[WORKING DATA]

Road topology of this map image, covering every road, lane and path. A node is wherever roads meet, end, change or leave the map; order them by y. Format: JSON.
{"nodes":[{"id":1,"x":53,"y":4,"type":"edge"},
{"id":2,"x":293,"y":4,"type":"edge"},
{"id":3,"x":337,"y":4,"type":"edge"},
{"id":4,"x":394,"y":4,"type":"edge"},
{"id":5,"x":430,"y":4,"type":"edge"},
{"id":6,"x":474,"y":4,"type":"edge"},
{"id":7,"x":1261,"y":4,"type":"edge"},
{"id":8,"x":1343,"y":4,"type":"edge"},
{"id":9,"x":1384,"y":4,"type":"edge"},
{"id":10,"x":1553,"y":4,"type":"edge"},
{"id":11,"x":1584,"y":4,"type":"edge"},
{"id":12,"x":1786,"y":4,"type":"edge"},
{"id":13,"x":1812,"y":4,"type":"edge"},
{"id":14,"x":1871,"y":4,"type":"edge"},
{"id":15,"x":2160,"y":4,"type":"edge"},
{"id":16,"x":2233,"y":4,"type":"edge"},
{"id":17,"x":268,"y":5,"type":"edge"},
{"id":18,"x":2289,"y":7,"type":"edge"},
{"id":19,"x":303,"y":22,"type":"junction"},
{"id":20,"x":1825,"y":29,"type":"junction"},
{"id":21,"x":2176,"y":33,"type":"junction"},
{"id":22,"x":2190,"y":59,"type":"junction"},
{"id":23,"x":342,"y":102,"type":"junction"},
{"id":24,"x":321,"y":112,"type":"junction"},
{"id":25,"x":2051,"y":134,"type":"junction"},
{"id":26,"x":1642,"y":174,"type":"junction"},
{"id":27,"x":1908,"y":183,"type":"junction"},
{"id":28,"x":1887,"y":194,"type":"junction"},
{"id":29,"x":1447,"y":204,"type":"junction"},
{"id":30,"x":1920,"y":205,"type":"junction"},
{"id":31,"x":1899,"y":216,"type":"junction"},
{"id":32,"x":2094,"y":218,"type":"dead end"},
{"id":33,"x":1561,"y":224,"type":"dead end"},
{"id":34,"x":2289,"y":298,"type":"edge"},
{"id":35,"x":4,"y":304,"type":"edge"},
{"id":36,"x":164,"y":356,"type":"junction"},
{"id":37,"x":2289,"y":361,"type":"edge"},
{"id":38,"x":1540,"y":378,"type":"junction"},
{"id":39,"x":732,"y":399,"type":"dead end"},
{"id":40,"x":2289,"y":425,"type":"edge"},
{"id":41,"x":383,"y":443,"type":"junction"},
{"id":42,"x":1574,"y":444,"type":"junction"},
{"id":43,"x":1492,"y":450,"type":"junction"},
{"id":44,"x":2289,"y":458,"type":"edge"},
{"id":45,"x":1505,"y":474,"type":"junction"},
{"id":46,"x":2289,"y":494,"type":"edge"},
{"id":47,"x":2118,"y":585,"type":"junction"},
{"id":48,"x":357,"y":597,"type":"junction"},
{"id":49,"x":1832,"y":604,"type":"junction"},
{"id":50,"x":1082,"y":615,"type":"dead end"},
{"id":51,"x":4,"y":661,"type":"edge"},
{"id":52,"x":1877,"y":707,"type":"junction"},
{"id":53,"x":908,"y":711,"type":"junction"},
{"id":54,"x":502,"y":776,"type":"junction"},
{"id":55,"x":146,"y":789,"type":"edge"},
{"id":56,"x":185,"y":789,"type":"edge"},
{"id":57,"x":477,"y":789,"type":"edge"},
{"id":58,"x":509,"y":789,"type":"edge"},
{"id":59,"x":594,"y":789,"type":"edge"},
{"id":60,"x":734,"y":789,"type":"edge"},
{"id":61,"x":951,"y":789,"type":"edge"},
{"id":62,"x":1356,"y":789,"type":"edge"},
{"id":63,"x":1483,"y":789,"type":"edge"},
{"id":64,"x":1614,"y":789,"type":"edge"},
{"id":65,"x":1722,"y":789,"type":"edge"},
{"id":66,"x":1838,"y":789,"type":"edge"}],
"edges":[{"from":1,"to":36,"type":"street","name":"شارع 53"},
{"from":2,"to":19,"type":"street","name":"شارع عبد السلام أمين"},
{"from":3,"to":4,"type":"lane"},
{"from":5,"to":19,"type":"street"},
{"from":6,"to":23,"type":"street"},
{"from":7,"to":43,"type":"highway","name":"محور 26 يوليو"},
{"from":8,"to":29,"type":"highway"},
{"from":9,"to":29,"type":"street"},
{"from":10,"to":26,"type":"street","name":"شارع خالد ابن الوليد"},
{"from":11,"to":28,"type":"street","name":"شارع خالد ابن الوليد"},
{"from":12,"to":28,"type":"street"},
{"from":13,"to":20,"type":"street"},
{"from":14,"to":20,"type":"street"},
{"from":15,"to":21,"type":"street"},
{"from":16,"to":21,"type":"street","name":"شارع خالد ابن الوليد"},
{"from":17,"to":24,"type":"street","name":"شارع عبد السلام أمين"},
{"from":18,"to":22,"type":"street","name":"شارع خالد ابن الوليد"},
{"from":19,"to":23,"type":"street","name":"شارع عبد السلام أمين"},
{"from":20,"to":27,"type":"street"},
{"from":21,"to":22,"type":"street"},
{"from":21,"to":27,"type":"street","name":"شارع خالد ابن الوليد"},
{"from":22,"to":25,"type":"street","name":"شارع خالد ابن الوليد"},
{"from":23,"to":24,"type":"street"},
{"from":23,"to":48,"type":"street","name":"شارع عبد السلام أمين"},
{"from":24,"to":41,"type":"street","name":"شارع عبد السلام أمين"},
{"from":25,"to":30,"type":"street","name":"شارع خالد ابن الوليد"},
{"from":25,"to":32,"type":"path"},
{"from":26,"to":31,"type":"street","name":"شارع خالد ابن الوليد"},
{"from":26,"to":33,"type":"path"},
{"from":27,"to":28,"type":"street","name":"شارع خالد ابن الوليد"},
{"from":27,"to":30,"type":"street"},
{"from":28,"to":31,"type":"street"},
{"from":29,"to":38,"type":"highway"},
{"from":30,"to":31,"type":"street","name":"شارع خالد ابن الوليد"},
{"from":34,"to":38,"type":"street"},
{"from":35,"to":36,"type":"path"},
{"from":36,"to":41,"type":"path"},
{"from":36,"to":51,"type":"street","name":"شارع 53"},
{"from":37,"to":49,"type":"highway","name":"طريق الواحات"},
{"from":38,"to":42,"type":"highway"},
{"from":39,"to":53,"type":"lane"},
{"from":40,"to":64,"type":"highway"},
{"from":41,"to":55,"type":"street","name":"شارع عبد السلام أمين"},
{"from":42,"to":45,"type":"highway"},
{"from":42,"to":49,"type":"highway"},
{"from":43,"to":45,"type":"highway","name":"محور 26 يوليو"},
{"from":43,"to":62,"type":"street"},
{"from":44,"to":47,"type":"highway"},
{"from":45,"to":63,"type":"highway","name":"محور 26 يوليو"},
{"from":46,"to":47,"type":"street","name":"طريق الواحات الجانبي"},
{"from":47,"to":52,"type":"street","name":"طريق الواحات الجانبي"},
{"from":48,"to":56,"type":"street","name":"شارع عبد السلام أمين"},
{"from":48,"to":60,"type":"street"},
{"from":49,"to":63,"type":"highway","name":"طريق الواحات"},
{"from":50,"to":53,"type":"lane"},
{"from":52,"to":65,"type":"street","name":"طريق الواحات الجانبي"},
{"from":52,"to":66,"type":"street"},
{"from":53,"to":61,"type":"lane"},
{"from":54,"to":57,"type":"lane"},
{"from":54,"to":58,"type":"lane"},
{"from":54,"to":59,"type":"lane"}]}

[ABOUT THIS EXERCISE] Wherever a line in the data above holds "يوليو", copy that line.

[ANSWER BELOW]
{"from":7,"to":43,"type":"highway","name":"محور 26 يوليو"},
{"from":43,"to":45,"type":"highway","name":"محور 26 يوليو"},
{"from":45,"to":63,"type":"highway","name":"محور 26 يوليو"},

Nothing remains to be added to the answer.